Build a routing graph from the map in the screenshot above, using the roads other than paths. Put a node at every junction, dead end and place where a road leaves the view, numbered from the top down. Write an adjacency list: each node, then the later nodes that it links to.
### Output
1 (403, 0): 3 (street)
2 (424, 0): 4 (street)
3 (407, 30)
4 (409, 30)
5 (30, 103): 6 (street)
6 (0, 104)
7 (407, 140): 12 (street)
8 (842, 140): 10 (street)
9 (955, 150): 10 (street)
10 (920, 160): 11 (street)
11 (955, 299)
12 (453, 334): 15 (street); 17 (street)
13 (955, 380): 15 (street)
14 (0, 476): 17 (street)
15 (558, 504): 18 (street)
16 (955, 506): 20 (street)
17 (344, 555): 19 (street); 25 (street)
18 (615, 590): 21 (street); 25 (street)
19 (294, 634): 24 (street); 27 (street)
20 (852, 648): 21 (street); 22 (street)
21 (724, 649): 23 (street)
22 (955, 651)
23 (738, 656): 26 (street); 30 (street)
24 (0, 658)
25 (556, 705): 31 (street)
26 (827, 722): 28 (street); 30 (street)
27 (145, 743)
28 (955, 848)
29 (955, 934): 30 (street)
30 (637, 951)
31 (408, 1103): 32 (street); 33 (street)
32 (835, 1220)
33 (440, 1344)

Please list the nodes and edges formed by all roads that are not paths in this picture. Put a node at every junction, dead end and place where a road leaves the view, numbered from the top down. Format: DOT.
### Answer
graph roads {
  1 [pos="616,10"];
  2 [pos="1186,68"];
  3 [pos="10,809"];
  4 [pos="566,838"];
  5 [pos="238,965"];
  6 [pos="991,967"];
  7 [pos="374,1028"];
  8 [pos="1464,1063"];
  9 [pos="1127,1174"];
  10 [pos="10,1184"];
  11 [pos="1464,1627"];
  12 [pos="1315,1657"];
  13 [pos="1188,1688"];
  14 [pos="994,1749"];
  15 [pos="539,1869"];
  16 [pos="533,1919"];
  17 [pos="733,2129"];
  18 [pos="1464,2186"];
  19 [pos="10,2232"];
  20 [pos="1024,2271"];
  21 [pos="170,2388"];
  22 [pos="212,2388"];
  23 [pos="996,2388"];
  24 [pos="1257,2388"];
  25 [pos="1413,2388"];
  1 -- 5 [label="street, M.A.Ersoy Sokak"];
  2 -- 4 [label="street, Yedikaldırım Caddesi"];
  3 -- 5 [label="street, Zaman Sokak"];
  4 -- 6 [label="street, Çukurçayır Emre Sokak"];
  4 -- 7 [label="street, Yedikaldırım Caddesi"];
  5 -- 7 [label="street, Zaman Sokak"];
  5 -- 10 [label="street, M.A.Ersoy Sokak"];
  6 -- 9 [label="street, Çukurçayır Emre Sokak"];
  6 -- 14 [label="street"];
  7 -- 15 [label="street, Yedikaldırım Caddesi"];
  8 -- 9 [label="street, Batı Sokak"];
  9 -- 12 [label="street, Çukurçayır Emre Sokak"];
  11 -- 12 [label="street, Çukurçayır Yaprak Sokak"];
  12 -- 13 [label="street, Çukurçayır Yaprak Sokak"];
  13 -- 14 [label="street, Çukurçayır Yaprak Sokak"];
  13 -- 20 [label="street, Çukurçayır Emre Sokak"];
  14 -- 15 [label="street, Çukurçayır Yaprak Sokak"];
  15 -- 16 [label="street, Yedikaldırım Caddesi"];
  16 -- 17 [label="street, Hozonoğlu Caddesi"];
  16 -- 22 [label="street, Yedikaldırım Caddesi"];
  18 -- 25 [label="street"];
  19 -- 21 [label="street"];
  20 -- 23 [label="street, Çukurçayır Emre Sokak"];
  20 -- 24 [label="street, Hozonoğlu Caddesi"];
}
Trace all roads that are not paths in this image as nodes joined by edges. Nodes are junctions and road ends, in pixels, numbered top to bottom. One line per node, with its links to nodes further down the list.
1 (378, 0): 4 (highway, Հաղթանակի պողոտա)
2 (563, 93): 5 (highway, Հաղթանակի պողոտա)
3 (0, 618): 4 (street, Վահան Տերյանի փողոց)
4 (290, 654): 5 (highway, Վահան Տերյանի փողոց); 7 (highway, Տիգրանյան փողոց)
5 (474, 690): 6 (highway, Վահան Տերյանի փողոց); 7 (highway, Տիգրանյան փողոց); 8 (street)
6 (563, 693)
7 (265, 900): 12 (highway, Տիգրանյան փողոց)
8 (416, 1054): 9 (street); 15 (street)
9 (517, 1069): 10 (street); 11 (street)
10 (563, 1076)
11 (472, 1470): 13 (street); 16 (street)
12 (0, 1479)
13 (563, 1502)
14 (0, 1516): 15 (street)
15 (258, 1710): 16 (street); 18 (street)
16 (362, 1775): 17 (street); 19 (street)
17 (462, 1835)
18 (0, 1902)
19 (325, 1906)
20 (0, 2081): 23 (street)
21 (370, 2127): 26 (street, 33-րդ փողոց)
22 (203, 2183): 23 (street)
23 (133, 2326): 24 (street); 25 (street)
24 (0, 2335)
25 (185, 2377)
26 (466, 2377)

### WHAT TO DO
Write the records out again so that each one matches the original exactly.

### OUTPUT OF THE EXERCISE
Build a routing graph from the map in the screenshot above, using the roads other than paths. Put a node at every junction, dead end and place where a road leaves the view, numbered from the top down. Write an adjacency list: each node, then the later nodes that it links to.
### Output
1 (403, 0): 3 (street)
2 (424, 0): 4 (street)
3 (407, 30)
4 (409, 30)
5 (30, 103): 6 (street)
6 (0, 104)
7 (407, 140): 12 (street)
8 (842, 140): 10 (street)
9 (955, 150): 10 (street)
10 (920, 160): 11 (street)
11 (955, 299)
12 (453, 334): 15 (street); 17 (street)
13 (955, 380): 15 (street)
14 (0, 476): 17 (street)
15 (558, 504): 18 (street)
16 (955, 506): 20 (street)
17 (344, 555): 19 (street); 25 (street)
18 (615, 590): 21 (street); 25 (street)
19 (294, 634): 24 (street); 27 (street)
20 (852, 648): 21 (street); 22 (street)
21 (724, 649): 23 (street)
22 (955, 651)
23 (738, 656): 26 (street); 30 (street)
24 (0, 658)
25 (556, 705): 31 (street)
26 (827, 722): 28 (street); 30 (street)
27 (145, 743)
28 (955, 848)
29 (955, 934): 30 (street)
30 (637, 951)
31 (408, 1103): 32 (street); 33 (street)
32 (835, 1220)
33 (440, 1344)

Please list the nodes and edges formed by all roads that are not paths in this picture. Put a node at every junction, dead end and place where a road leaves the view, numbered from the top down. Format: DOT.
### Answer
graph roads {
  1 [pos="616,10"];
  2 [pos="1186,68"];
  3 [pos="10,809"];
  4 [pos="566,838"];
  5 [pos="238,965"];
  6 [pos="991,967"];
  7 [pos="374,1028"];
  8 [pos="1464,1063"];
  9 [pos="1127,1174"];
  10 [pos="10,1184"];
  11 [pos="1464,1627"];
  12 [pos="1315,1657"];
  13 [pos="1188,1688"];
  14 [pos="994,1749"];
  15 [pos="539,1869"];
  16 [pos="533,1919"];
  17 [pos="733,2129"];
  18 [pos="1464,2186"];
  19 [pos="10,2232"];
  20 [pos="1024,2271"];
  21 [pos="170,2388"];
  22 [pos="212,2388"];
  23 [pos="996,2388"];
  24 [pos="1257,2388"];
  25 [pos="1413,2388"];
  1 -- 5 [label="street, M.A.Ersoy Sokak"];
  2 -- 4 [label="street, Yedikaldırım Caddesi"];
  3 -- 5 [label="street, Zaman Sokak"];
  4 -- 6 [label="street, Çukurçayır Emre Sokak"];
  4 -- 7 [label="street, Yedikaldırım Caddesi"];
  5 -- 7 [label="street, Zaman Sokak"];
  5 -- 10 [label="street, M.A.Ersoy Sokak"];
  6 -- 9 [label="street, Çukurçayır Emre Sokak"];
  6 -- 14 [label="street"];
  7 -- 15 [label="street, Yedikaldırım Caddesi"];
  8 -- 9 [label="street, Batı Sokak"];
  9 -- 12 [label="street, Çukurçayır Emre Sokak"];
  11 -- 12 [label="street, Çukurçayır Yaprak Sokak"];
  12 -- 13 [label="street, Çukurçayır Yaprak Sokak"];
  13 -- 14 [label="street, Çukurçayır Yaprak Sokak"];
  13 -- 20 [label="street, Çukurçayır Emre Sokak"];
  14 -- 15 [label="street, Çukurçayır Yaprak Sokak"];
  15 -- 16 [label="street, Yedikaldırım Caddesi"];
  16 -- 17 [label="street, Hozonoğlu Caddesi"];
  16 -- 22 [label="street, Yedikaldırım Caddesi"];
  18 -- 25 [label="street"];
  19 -- 21 [label="street"];
  20 -- 23 [label="street, Çukurçayır Emre Sokak"];
  20 -- 24 [label="street, Hozonoğlu Caddesi"];
}
Trace all roads that are not paths in this image as nodes joined by edges. Nodes are junctions and road ends, in pixels, numbered top to bottom. One line per node, with its links to nodes further down the list.
1 (378, 0): 4 (highway, Հաղթանակի պողոտա)
2 (563, 93): 5 (highway, Հաղթանակի պողոտա)
3 (0, 618): 4 (street, Վահան Տերյանի փողոց)
4 (290, 654): 5 (highway, Վահան Տերյանի փողոց); 7 (highway, Տիգրանյան փողոց)
5 (474, 690): 6 (highway, Վահան Տերյանի փողոց); 7 (highway, Տիգրանյան փողոց); 8 (street)
6 (563, 693)
7 (265, 900): 12 (highway, Տիգրանյան փողոց)
8 (416, 1054): 9 (street); 15 (street)
9 (517, 1069): 10 (street); 11 (street)
10 (563, 1076)
11 (472, 1470): 13 (street); 16 (street)
12 (0, 1479)
13 (563, 1502)
14 (0, 1516): 15 (street)
15 (258, 1710): 16 (street); 18 (street)
16 (362, 1775): 17 (street); 19 (street)
17 (462, 1835)
18 (0, 1902)
19 (325, 1906)
20 (0, 2081): 23 (street)
21 (370, 2127): 26 (street, 33-րդ փողոց)
22 (203, 2183): 23 (street)
23 (133, 2326): 24 (street); 25 (street)
24 (0, 2335)
25 (185, 2377)
26 (466, 2377)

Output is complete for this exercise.